**Assignment:** Give back exactly the lines of the data below, starting with the line that has "index tip: (492, 334)" and going on through the line that has "pinky pip: (660, 5)".

(Dataset excerpts)

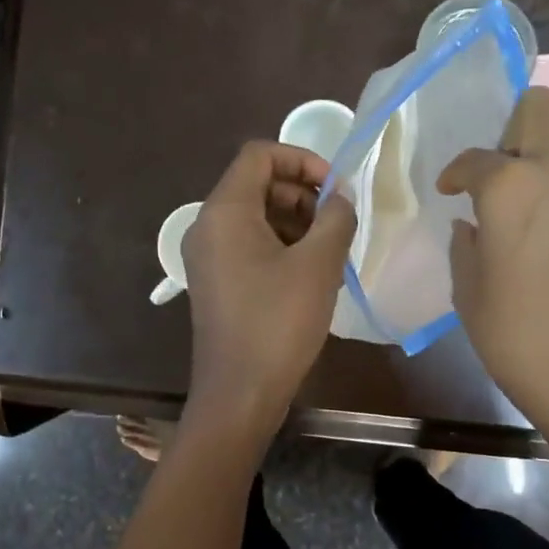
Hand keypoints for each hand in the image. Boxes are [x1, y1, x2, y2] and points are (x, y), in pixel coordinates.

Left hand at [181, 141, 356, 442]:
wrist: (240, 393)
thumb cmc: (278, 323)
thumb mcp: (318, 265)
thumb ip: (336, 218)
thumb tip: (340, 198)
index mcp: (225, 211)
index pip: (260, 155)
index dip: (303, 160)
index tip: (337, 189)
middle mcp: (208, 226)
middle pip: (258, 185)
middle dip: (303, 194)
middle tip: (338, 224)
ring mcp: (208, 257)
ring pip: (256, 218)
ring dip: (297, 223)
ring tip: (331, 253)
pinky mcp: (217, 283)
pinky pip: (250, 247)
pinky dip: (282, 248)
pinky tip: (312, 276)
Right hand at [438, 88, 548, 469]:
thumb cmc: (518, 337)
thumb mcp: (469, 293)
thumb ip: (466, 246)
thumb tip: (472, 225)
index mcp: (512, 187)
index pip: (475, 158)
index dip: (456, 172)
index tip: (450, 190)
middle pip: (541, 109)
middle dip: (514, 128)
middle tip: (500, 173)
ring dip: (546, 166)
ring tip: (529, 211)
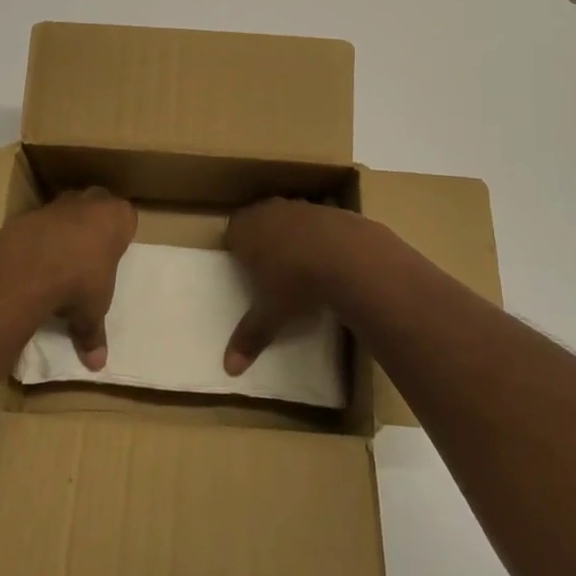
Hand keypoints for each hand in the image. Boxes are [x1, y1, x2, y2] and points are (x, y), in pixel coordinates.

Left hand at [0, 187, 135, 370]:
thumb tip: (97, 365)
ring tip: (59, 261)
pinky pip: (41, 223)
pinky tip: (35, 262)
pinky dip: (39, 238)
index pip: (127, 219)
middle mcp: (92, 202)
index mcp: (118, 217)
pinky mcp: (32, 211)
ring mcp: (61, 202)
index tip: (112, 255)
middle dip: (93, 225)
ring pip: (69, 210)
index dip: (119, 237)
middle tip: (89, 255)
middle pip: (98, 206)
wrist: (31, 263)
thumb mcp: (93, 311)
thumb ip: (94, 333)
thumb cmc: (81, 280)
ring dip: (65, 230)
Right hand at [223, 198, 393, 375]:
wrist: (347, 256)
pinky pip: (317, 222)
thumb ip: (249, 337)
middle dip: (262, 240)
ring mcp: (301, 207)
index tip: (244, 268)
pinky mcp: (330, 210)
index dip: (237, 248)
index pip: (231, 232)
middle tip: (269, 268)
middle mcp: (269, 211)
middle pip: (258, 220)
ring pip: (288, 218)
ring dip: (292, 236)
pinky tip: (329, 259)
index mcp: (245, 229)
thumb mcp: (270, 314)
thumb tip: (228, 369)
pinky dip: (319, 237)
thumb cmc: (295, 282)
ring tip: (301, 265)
* * *
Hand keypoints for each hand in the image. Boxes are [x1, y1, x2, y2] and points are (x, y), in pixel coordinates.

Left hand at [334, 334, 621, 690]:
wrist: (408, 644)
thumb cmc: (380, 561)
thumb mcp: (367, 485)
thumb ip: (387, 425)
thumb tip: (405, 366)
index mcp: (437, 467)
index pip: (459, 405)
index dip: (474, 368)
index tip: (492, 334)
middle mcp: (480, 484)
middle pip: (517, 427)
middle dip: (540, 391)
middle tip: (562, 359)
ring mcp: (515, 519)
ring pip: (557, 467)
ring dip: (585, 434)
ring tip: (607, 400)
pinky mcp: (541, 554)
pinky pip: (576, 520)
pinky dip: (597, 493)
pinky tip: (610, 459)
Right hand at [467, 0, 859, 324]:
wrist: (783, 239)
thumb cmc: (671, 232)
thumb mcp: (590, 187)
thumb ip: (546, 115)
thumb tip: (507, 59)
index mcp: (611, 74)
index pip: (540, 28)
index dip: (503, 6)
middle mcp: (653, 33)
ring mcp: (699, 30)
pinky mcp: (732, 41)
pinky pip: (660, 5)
---
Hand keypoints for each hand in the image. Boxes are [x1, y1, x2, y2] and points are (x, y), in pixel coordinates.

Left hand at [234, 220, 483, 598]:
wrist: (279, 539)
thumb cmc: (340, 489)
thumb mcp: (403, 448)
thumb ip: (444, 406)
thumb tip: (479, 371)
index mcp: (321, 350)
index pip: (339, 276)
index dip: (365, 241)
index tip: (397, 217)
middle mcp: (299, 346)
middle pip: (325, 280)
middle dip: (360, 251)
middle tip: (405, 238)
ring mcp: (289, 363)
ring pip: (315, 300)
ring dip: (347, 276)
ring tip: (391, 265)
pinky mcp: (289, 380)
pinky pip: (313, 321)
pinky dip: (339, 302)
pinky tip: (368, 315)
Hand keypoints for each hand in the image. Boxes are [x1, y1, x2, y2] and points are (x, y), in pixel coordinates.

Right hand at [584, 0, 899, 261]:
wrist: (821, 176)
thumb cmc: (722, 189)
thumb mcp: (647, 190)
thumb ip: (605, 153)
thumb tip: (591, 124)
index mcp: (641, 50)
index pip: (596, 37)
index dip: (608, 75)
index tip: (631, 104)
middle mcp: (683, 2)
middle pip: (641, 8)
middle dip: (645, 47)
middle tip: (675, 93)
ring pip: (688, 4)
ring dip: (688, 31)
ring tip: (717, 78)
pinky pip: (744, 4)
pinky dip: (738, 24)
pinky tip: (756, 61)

**Answer below:**
index tip: (492, 334)
middle mcp: (480, 484)
middle pip: (517, 427)
middle dip: (540, 391)
middle tip: (562, 359)
ring mcp: (515, 519)
ring pip: (557, 467)
ring dip: (585, 434)
ring tip: (607, 400)
pinky mcp: (541, 554)
pinky pip: (576, 520)
pinky dip: (597, 493)
pinky tip: (610, 459)
Right hand at [467, 0, 859, 324]:
wrist: (783, 239)
thumb cmc: (671, 232)
thumb mcp: (590, 187)
thumb ip: (546, 115)
thumb tip: (507, 59)
index mcp: (611, 74)
index pip: (540, 28)
index dip: (503, 6)
middle mcp: (653, 33)
ring mcp: (699, 30)
pinky mcp: (732, 41)
pinky pip: (660, 5)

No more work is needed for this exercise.